Exercise: The answer should hold exactly the lines of the entries below from the one containing "I need the junctions and links of the" through the last line, both included.

Data for this exercise:
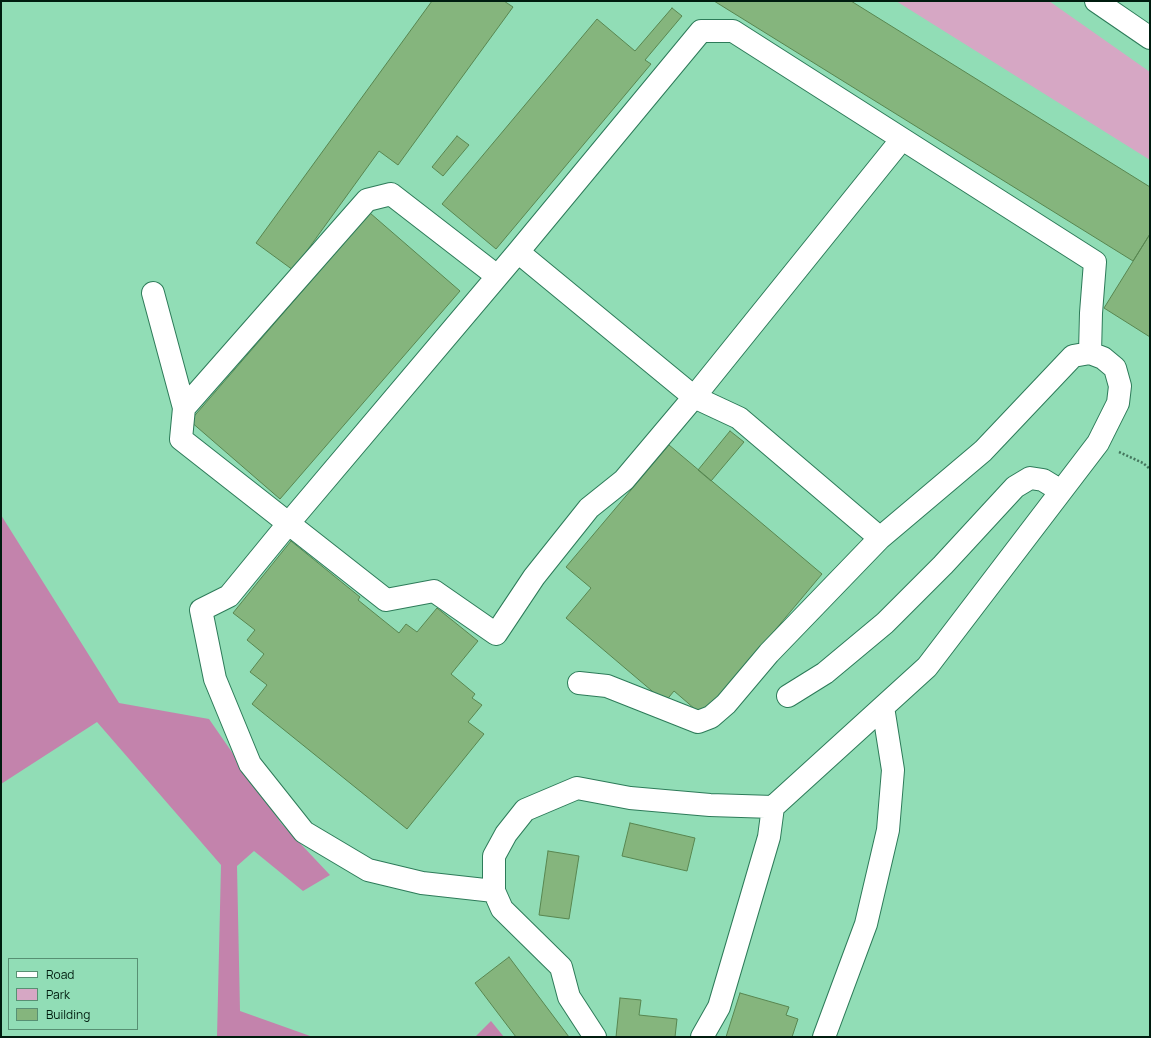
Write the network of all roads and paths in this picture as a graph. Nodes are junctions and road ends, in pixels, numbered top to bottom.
1 (1096, 1) edge
2 (1150, 38) edge
3 (902, 139) junction
4 (518, 252) junction
5 (497, 276) junction
6 (153, 293) dead end
7 (1090, 353) junction
8 (694, 397) junction
9 (184, 408) junction
10 (1098, 443) junction
11 (1150, 469) edge
12 (1061, 491) junction
13 (288, 524) junction
14 (880, 538) junction
15 (579, 683) dead end
16 (788, 696) dead end
17 (883, 707) junction
18 (773, 807) junction
19 (494, 891) junction
20 (595, 1037) edge
21 (702, 1037) edge
22 (824, 1037) edge

1 - 2 street
3 - 4 street
3 - 7 street
3 - 8 street
4 - 5 street
4 - 8 street
5 - 9 street
5 - 13 street
6 - 9 street
7 - 10 street
7 - 14 street
8 - 13 street
8 - 14 street
9 - 13 street
10 - 11 path
10 - 12 street
12 - 16 street
12 - 17 street
13 - 19 street
14 - 15 street
17 - 18 street
17 - 22 street
18 - 19 street
18 - 21 street
19 - 20 street

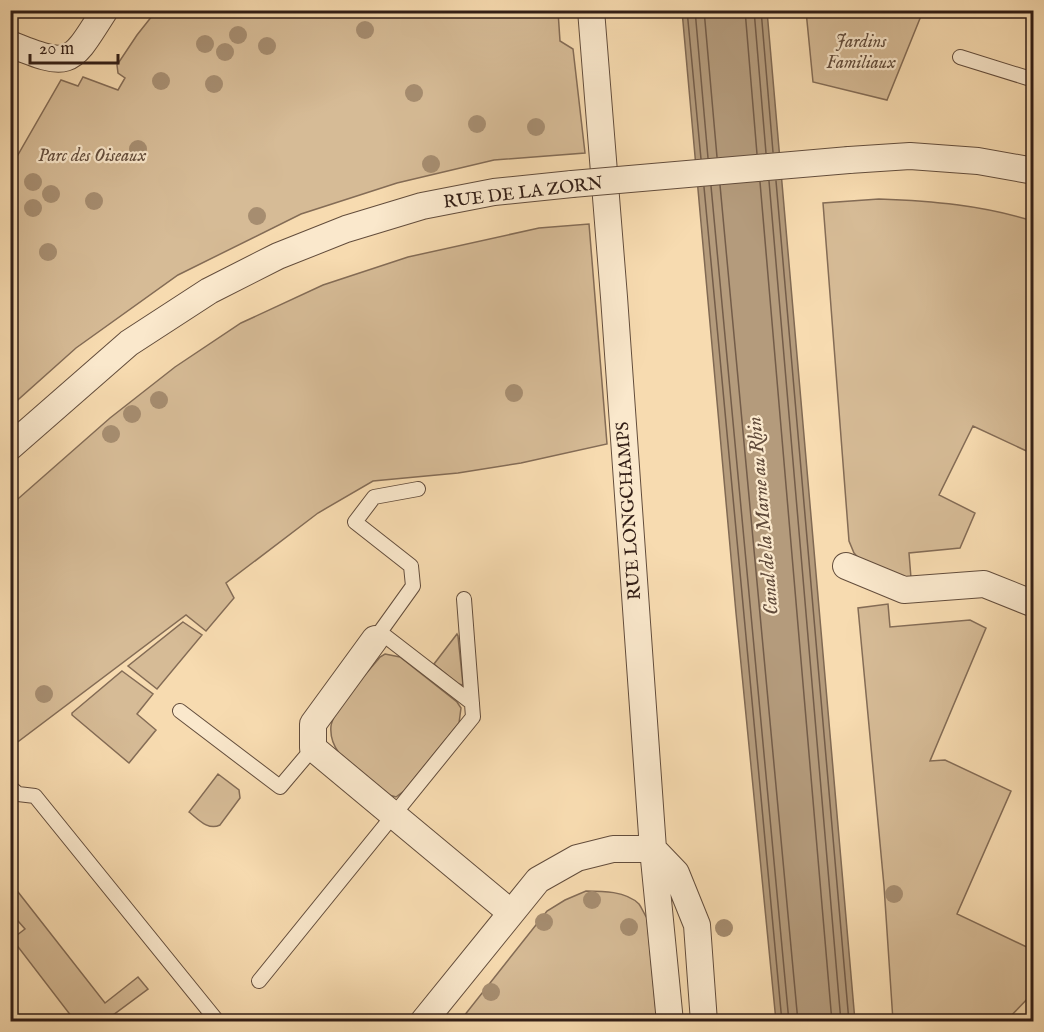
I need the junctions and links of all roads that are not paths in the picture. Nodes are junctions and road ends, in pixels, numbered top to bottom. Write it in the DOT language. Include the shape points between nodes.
graph roads {
  1 [pos="105,10"];
  2 [pos="591,10"];
  3 [pos="10,44"];
  4 [pos="960,57"];
  5 [pos="1034,80"];
  6 [pos="1034,171"];
  7 [pos="10,447"];
  8 [pos="418,489"];
  9 [pos="846,566"];
  10 [pos="464,599"];
  11 [pos="1034,604"];
  12 [pos="378,636"];
  13 [pos="472,703"];
  14 [pos="180,711"];
  15 [pos="313,748"];
  16 [pos="10,787"];
  17 [pos="394,816"];
  18 [pos="652,849"];
  19 [pos="510,912"];
  20 [pos="259,981"];
  21 [pos="218,1022"];
  22 [pos="423,1022"];
  23 [pos="670,1022"];
  24 [pos="704,1022"];
  1 -- 3 [label="street" via="82,47 65,59 45,58"];
  2 -- 18 [label="street, RUE LONGCHAMPS"];
  4 -- 5 [label="lane"];
  6 -- 7 [label="street, RUE DE LA ZORN, bridge" via="978,161 910,156 572,183 422,206 346,229 278,256 209,291 129,343"];
  8 -- 12 [label="lane" via="374,497 355,522 411,566 413,586"];
  9 -- 11 [label="street" via="904,591 984,584"];
  10 -- 13 [label="lane"];
  12 -- 13 [label="lane"];
  12 -- 15 [label="street" via="313,724"];
  13 -- 17 [label="lane" via="473,717"];
  14 -- 15 [label="lane" via="280,787"];
  15 -- 17 [label="street"];
  16 -- 21 [label="lane" via="18,794 35,796"];
  17 -- 19 [label="street"];
  17 -- 20 [label="lane"];
  18 -- 19 [label="street" via="613,849 577,858 538,880"];
  18 -- 23 [label="street, RUE LONGCHAMPS"];
  18 -- 24 [label="street" via="676,873 697,925"];
  19 -- 22 [label="street"];
}
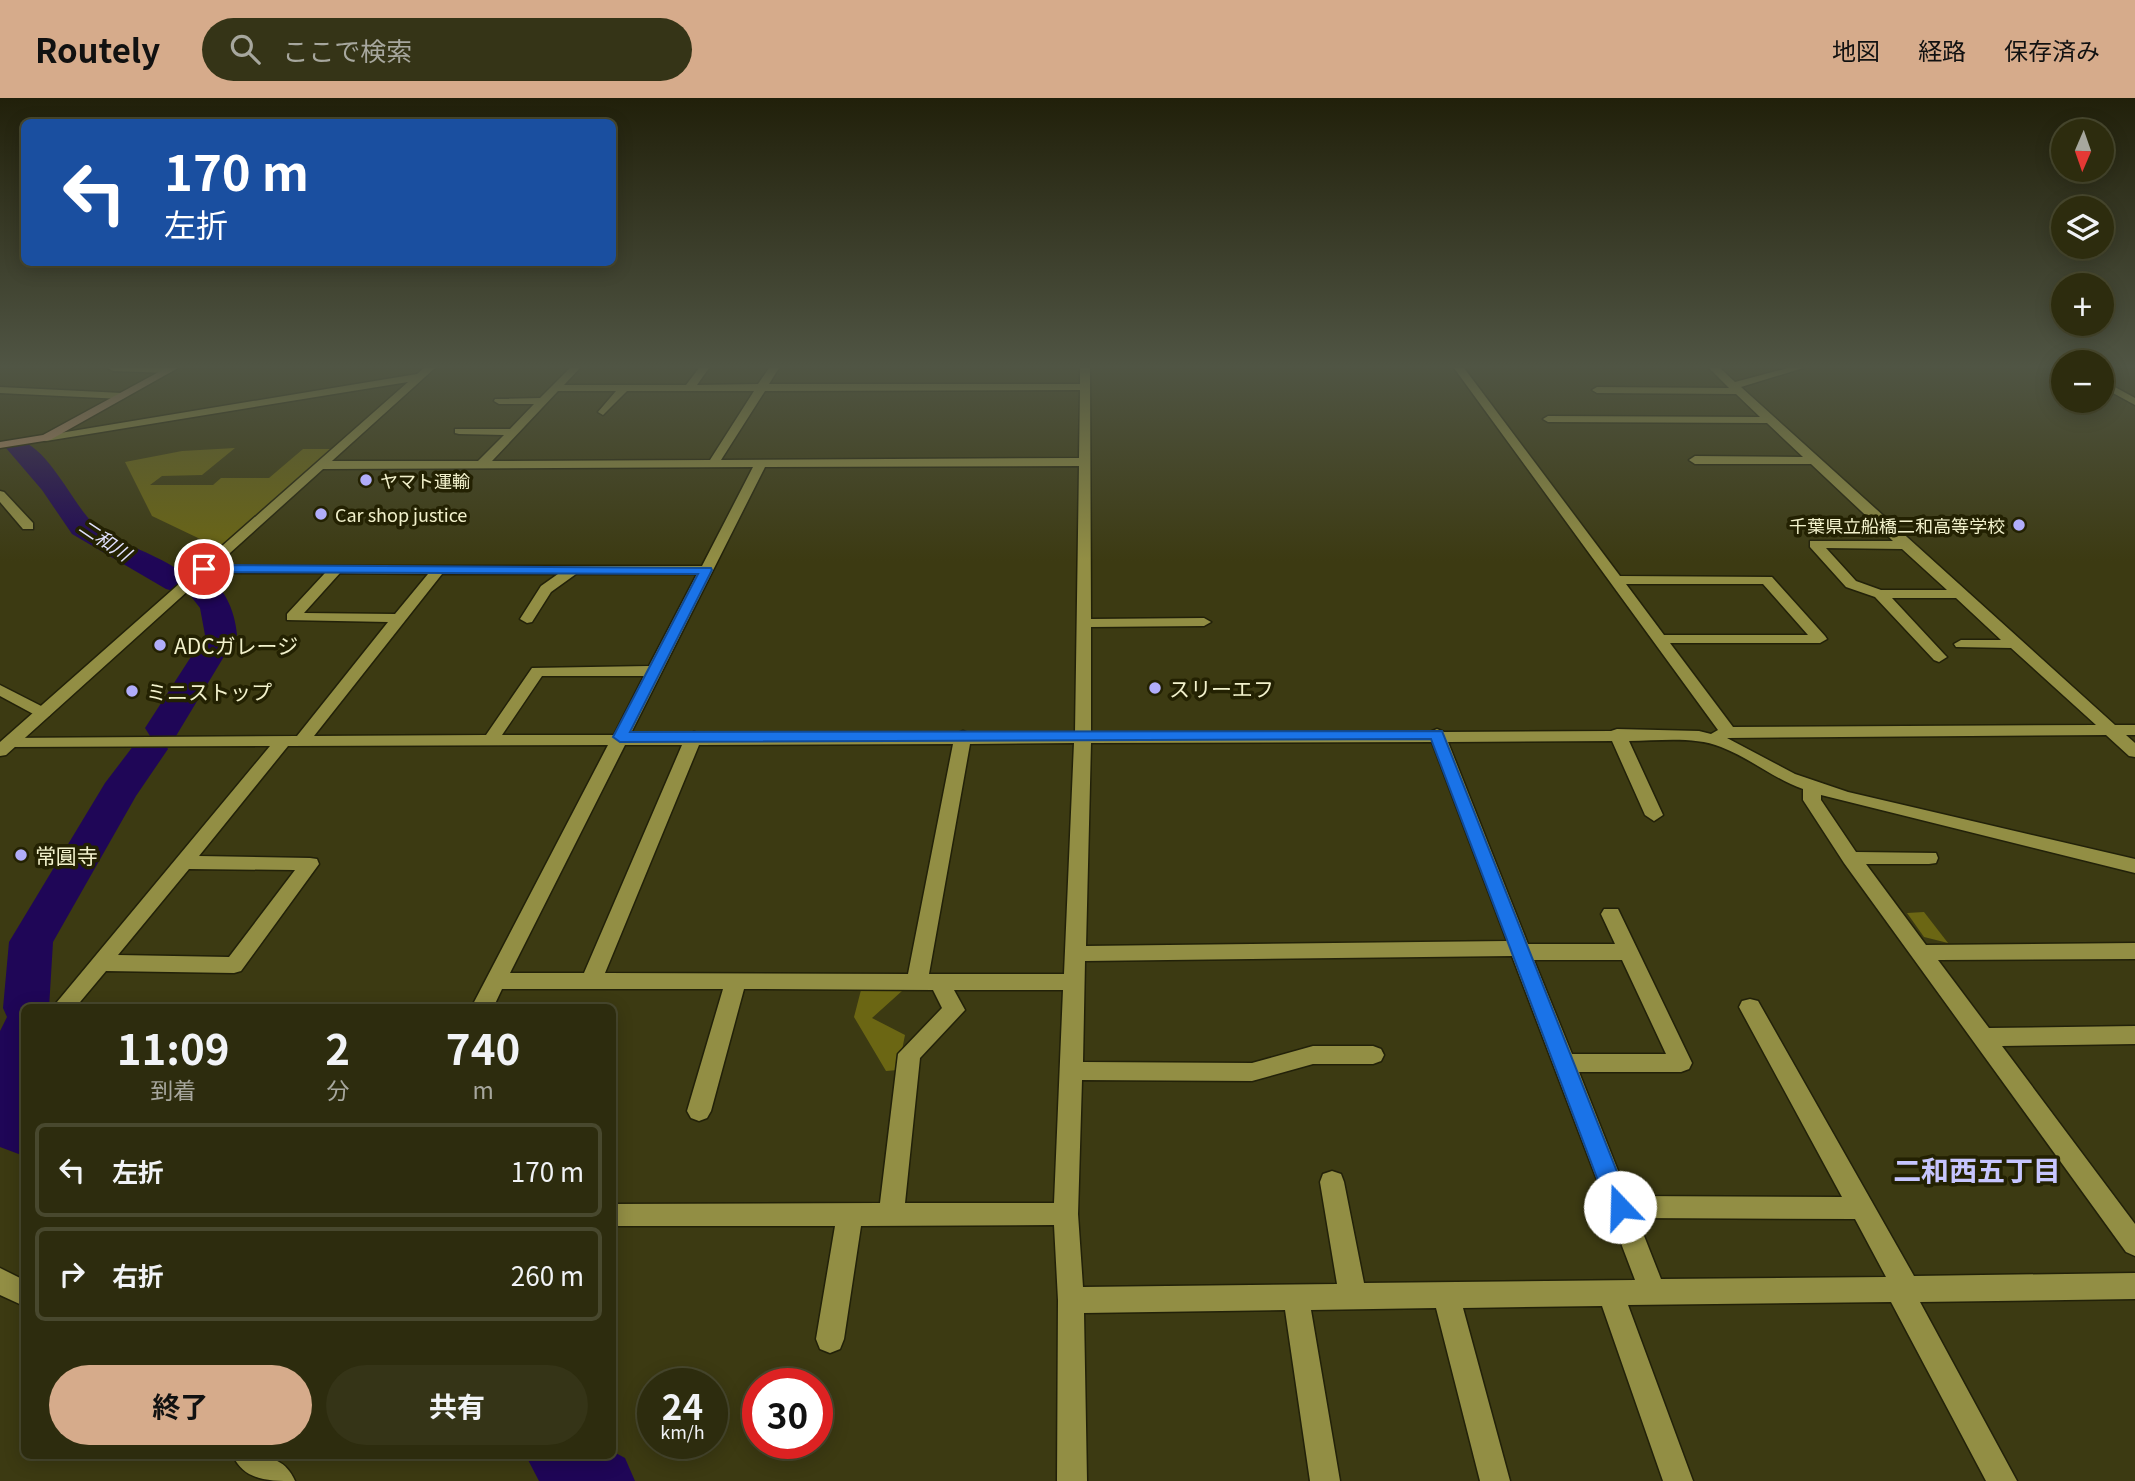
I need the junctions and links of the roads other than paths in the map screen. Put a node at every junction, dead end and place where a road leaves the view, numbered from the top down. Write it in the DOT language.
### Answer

Exercise output:
I need the junctions and links of the roads other than paths in the map screen. Put a node at every junction, dead end and place where a road leaves the view, numbered from the top down. Write it in the DOT language.
### Answer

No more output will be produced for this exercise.